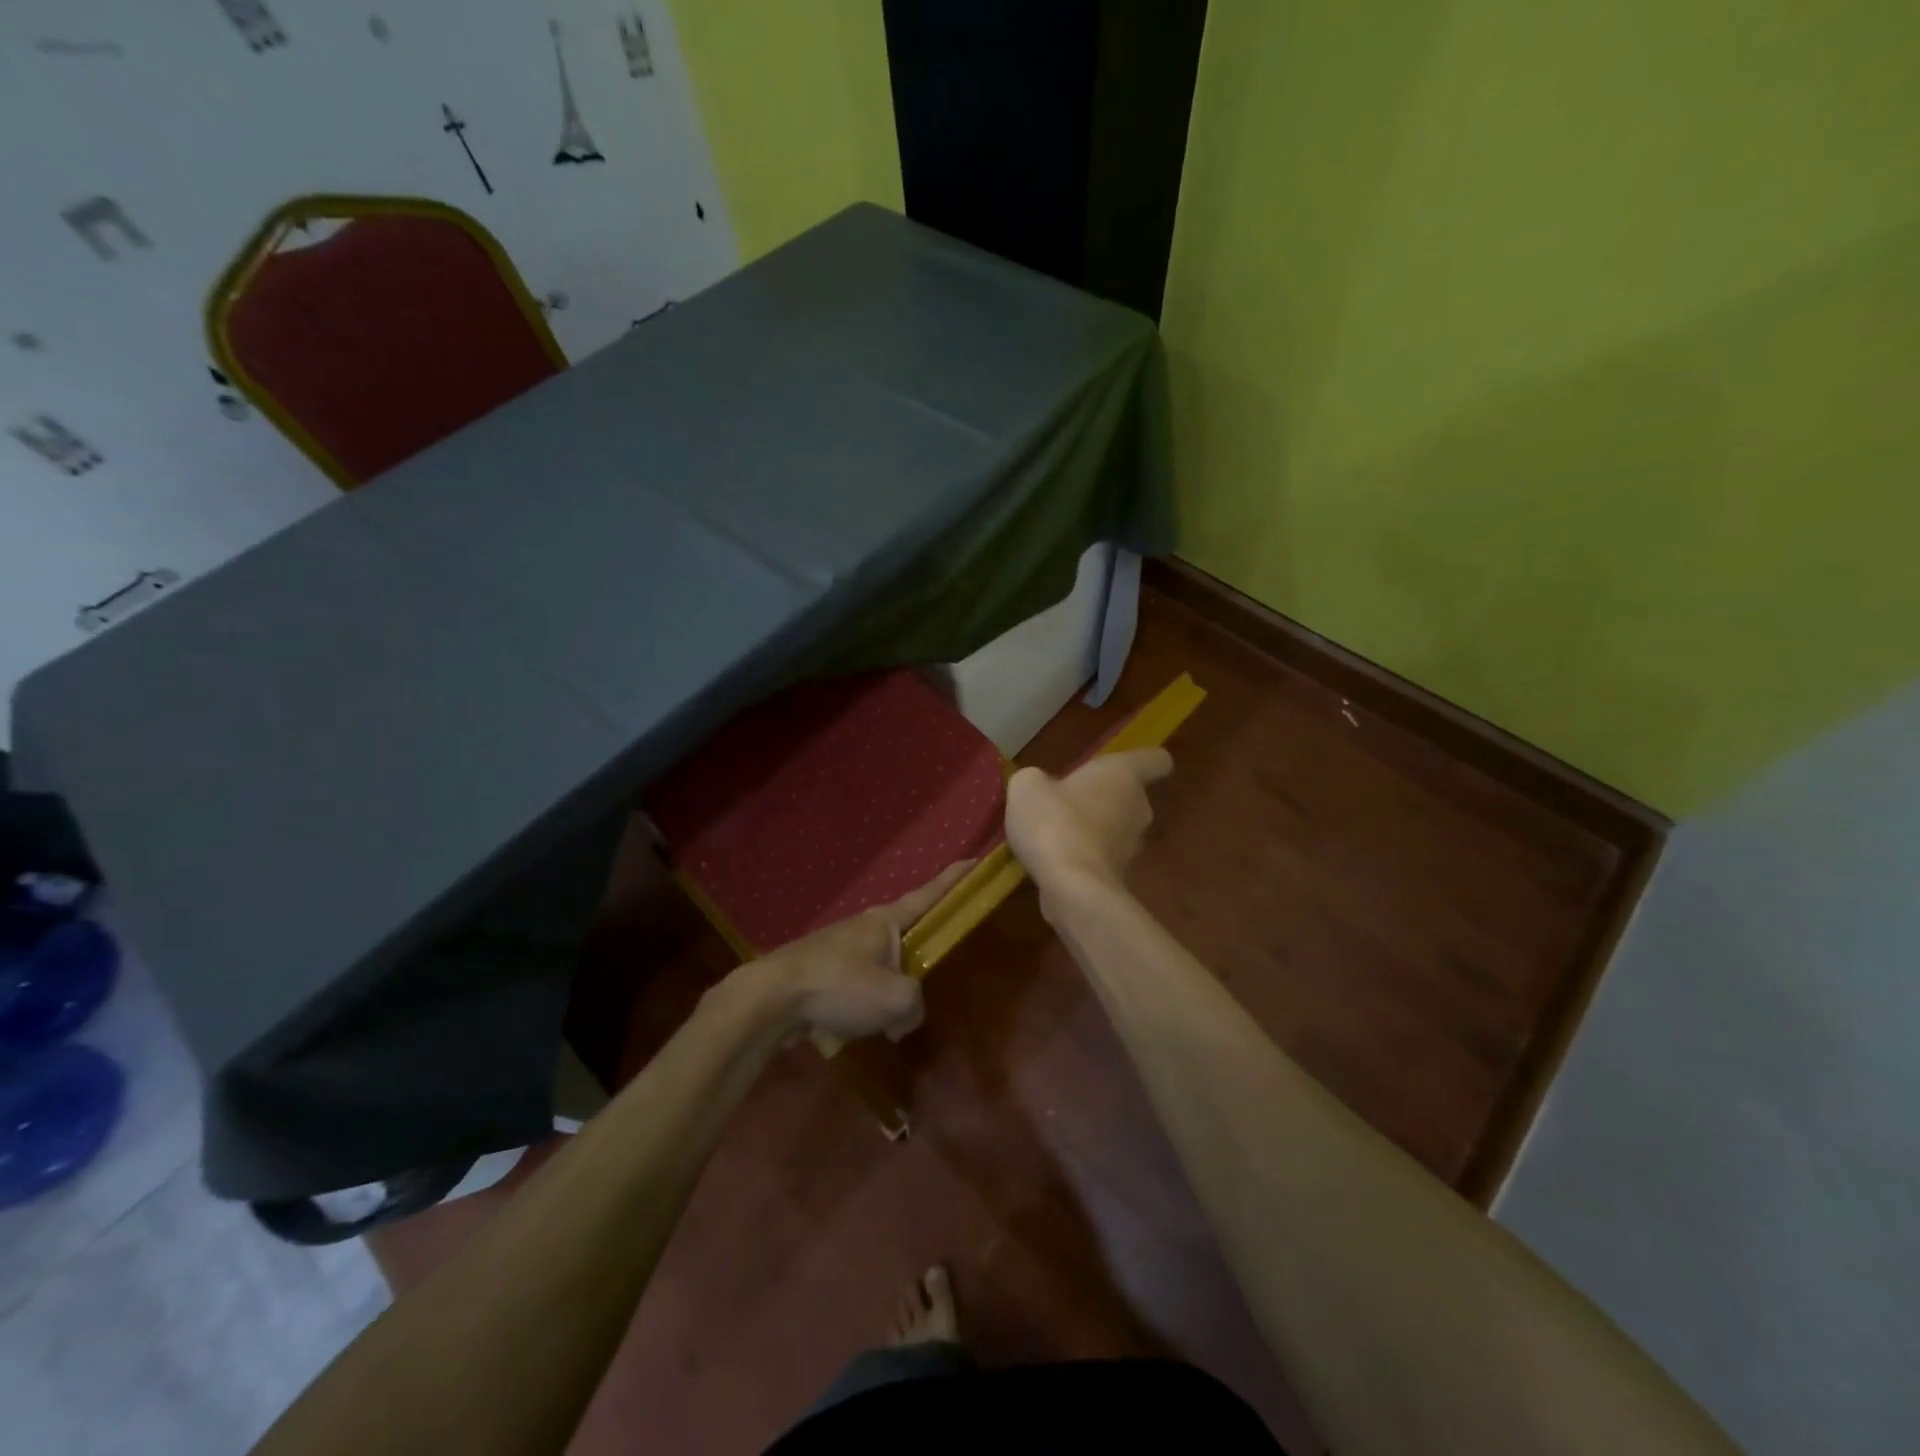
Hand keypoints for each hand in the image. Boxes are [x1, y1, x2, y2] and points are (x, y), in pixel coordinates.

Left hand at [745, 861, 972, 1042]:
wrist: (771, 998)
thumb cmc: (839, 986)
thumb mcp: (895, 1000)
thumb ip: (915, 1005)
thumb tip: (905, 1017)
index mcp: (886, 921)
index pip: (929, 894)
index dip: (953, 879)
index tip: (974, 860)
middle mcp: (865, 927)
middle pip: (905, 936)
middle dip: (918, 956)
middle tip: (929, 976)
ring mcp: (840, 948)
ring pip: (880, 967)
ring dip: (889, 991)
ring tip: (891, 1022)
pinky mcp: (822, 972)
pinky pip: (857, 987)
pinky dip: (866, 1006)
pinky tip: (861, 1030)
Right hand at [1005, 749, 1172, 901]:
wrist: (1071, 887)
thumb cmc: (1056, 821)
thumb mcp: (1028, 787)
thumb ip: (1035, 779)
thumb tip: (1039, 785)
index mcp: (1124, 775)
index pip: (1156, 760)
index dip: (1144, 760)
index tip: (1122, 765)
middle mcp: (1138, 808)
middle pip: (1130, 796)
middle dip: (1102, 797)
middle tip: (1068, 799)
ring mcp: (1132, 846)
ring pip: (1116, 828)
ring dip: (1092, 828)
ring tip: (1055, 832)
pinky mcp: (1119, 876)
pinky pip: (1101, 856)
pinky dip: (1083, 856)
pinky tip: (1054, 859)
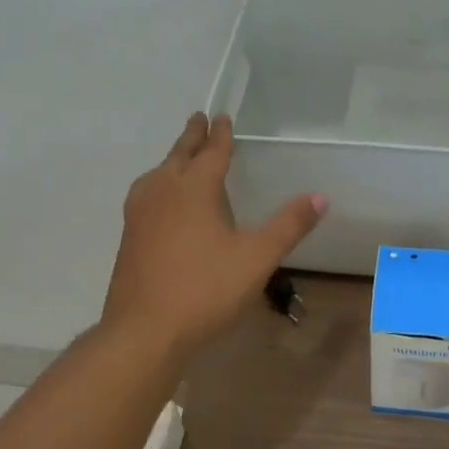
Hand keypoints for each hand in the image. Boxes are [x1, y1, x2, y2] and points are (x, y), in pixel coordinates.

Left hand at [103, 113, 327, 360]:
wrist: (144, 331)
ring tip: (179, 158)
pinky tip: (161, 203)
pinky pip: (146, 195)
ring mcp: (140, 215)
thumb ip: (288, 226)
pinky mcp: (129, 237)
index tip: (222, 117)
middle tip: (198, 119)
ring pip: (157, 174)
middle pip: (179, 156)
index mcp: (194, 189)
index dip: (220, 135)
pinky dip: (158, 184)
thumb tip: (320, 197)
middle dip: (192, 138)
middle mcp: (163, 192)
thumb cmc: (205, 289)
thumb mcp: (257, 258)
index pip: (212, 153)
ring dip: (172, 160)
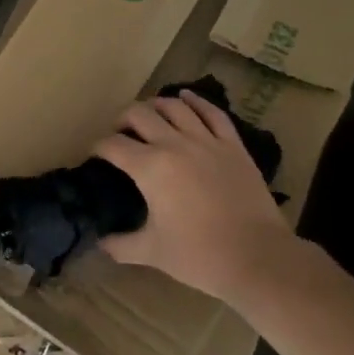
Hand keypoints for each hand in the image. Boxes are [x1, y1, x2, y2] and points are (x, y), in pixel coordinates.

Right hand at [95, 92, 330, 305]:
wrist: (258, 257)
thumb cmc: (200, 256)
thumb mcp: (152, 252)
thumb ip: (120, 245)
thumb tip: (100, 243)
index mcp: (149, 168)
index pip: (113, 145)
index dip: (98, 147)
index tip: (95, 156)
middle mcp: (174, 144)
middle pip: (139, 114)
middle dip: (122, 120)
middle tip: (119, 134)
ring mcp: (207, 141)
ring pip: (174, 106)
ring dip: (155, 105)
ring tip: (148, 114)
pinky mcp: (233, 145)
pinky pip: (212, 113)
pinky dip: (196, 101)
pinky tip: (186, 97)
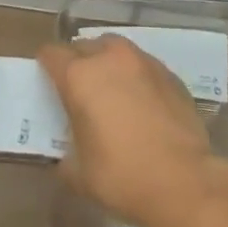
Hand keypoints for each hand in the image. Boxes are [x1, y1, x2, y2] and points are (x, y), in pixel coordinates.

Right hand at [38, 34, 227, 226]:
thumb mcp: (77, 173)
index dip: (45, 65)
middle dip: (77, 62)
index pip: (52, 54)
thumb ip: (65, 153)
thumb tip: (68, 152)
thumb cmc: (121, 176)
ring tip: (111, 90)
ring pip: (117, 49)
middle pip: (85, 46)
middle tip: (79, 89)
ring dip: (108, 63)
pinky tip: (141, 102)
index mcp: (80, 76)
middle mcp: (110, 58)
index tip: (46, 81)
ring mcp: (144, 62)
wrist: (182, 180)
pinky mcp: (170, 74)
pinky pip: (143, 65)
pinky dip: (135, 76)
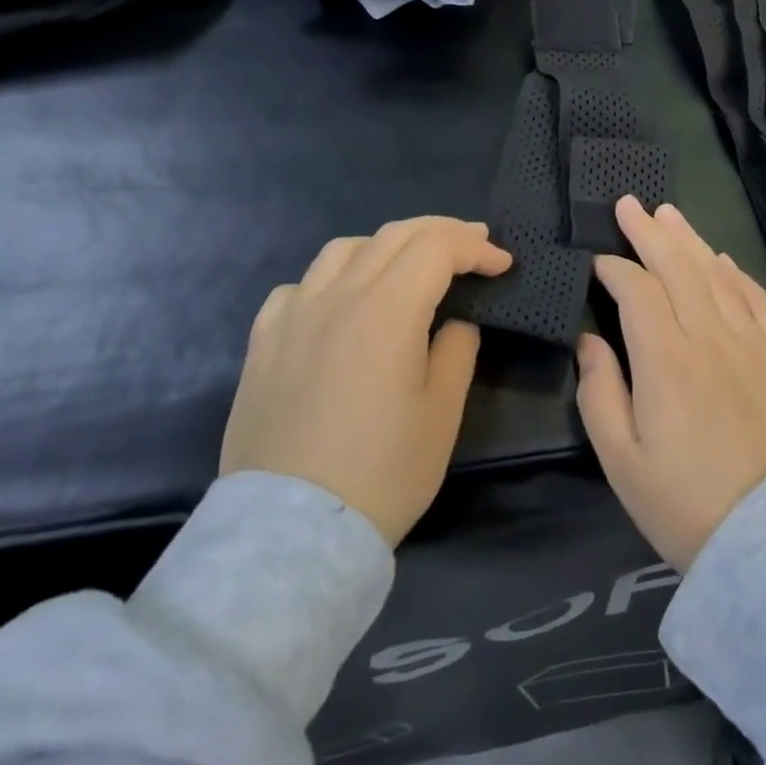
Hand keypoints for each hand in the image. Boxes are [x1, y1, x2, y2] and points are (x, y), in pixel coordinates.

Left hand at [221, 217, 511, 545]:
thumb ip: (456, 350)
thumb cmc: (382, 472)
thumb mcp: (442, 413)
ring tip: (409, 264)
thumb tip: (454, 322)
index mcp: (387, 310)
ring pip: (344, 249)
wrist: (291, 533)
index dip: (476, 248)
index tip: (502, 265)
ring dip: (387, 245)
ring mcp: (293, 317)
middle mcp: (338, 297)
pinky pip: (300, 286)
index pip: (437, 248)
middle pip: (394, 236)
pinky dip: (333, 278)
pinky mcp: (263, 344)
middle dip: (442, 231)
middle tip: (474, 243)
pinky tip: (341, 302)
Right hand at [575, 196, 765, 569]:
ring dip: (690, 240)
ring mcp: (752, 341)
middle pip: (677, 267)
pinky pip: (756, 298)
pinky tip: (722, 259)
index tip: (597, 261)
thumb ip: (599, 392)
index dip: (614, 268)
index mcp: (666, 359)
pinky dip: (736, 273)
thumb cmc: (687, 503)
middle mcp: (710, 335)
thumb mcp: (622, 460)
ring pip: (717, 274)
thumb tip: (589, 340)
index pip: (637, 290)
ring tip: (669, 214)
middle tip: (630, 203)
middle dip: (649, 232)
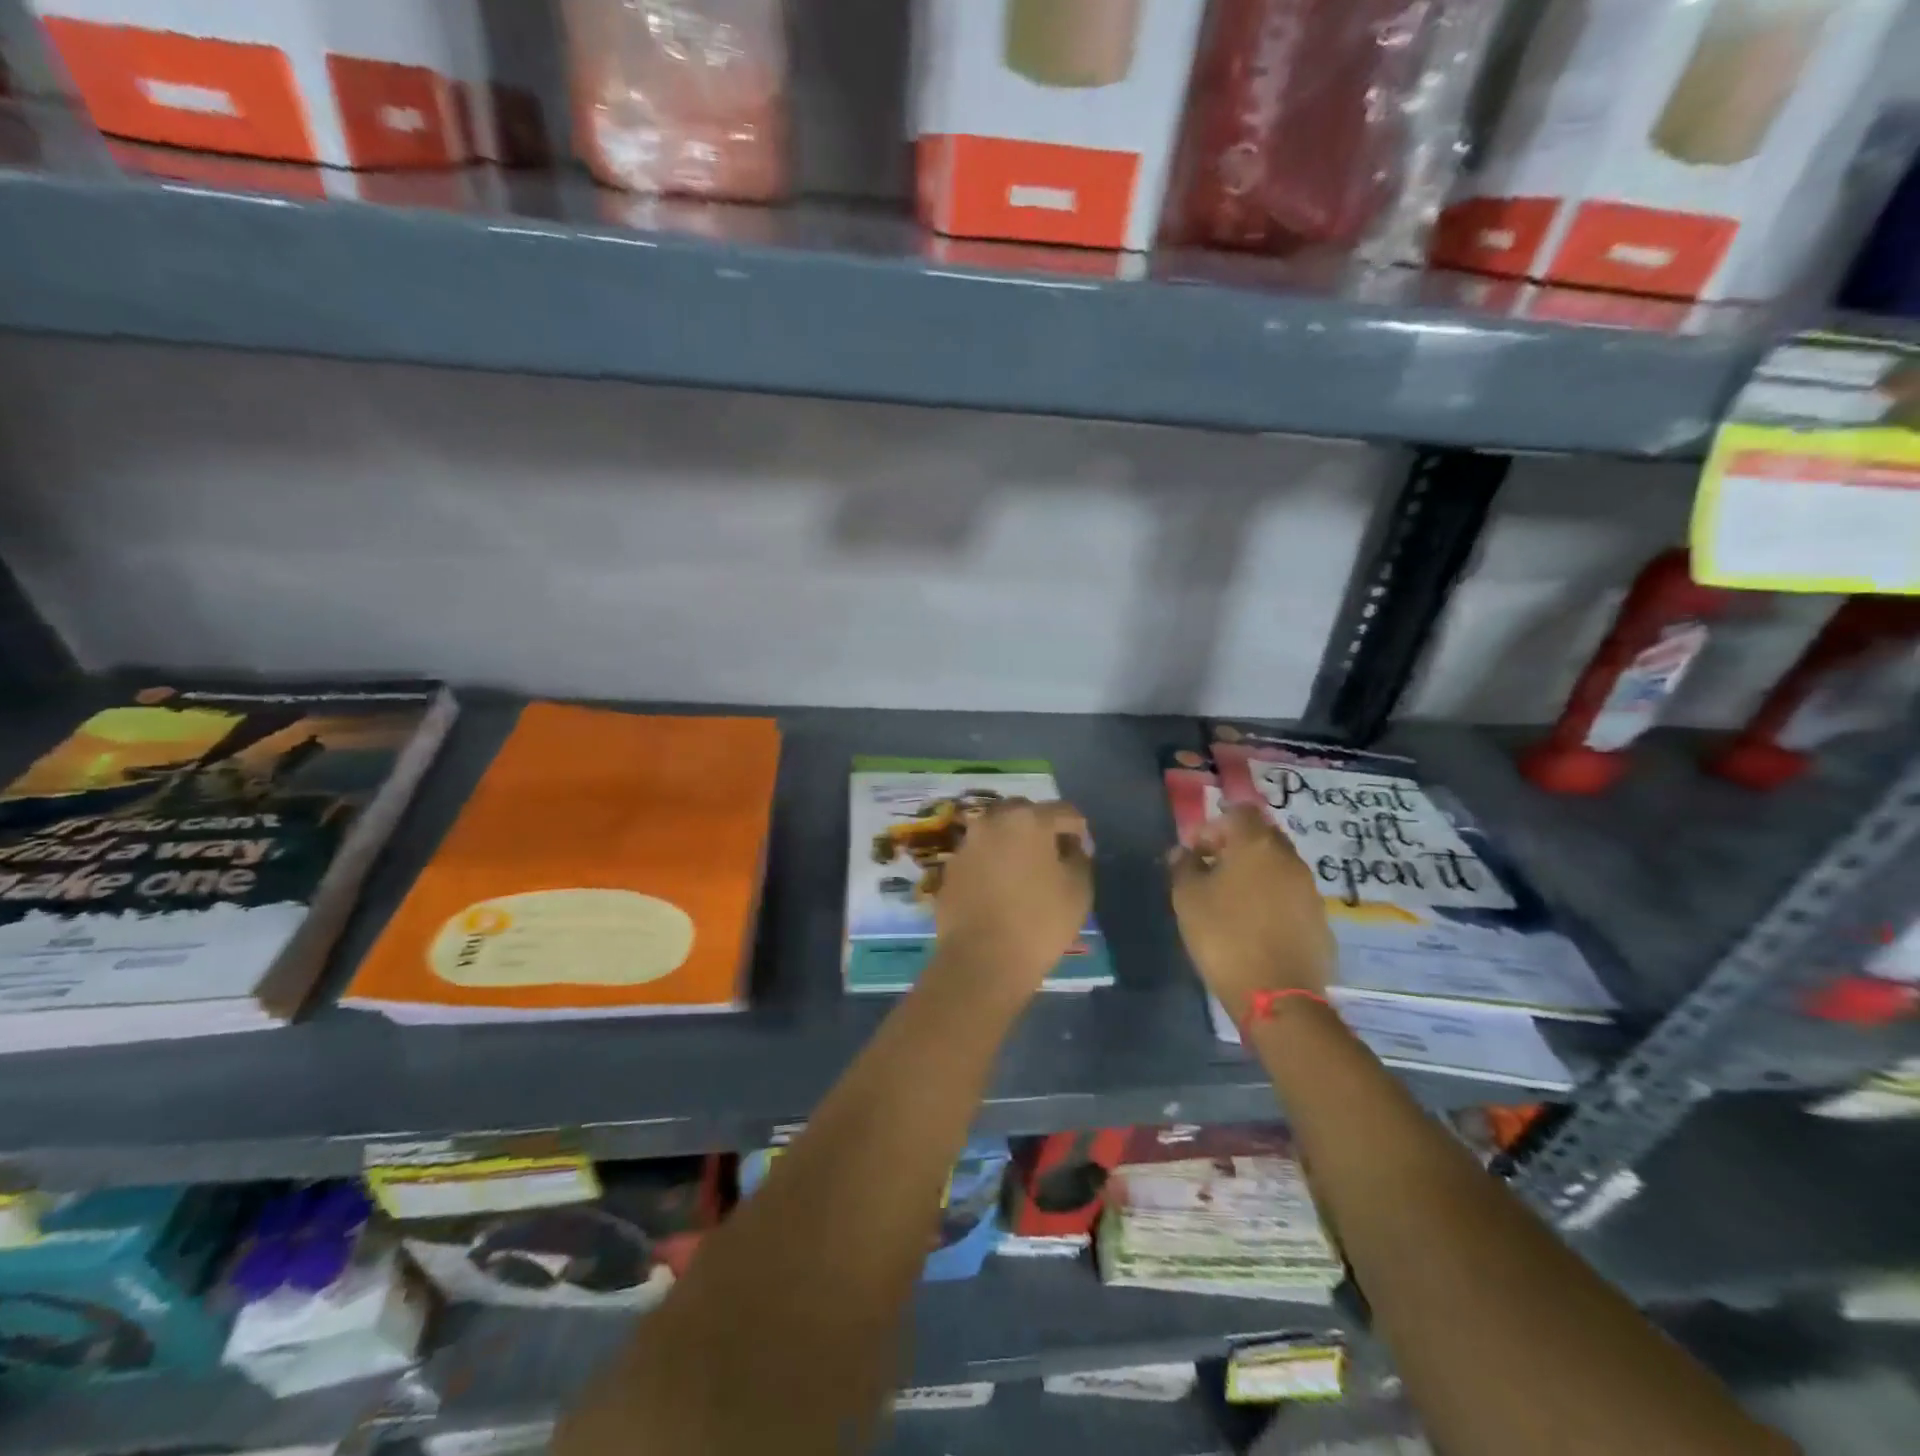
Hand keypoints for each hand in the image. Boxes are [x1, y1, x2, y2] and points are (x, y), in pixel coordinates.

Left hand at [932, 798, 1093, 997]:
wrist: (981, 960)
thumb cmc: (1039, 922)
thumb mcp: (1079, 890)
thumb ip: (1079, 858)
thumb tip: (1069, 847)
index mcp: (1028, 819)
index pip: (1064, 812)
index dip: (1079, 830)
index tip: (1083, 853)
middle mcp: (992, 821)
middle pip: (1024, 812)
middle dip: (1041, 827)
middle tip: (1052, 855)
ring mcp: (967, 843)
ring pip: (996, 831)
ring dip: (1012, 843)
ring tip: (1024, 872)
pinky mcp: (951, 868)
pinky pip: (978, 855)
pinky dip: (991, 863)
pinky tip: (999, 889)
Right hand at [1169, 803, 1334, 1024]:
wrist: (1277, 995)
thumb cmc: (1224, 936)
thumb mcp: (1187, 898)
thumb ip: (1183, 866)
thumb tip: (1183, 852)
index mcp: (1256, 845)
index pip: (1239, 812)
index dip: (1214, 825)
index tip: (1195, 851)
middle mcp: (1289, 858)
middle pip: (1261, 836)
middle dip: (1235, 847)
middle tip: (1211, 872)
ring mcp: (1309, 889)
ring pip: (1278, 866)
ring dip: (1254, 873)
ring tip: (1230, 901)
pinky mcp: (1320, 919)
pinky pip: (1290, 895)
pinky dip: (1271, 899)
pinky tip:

◆ ◆ ◆ ◆

▶ _What to do_
From the listing above, repeat exactly the lines starting at the line that includes "middle pip: (677, 267)" and ending at the line that includes "middle dip: (649, 232)", with nothing outside that span.

▶ _Output below_
middle pip: (677, 267)
pinky pip: (756, 298)
pinky tip: (722, 259)
index tip: (597, 261)
thumb ip: (599, 392)
index dip: (614, 268)
index mcp: (666, 359)
pinky dip: (736, 273)
thumb cmc: (687, 503)
middle mcp: (710, 335)
thumb mcp: (622, 460)
ring pip: (717, 274)
thumb tip: (589, 340)
index pip: (637, 290)
ring tip: (669, 214)
middle tip: (630, 203)
middle dip: (649, 232)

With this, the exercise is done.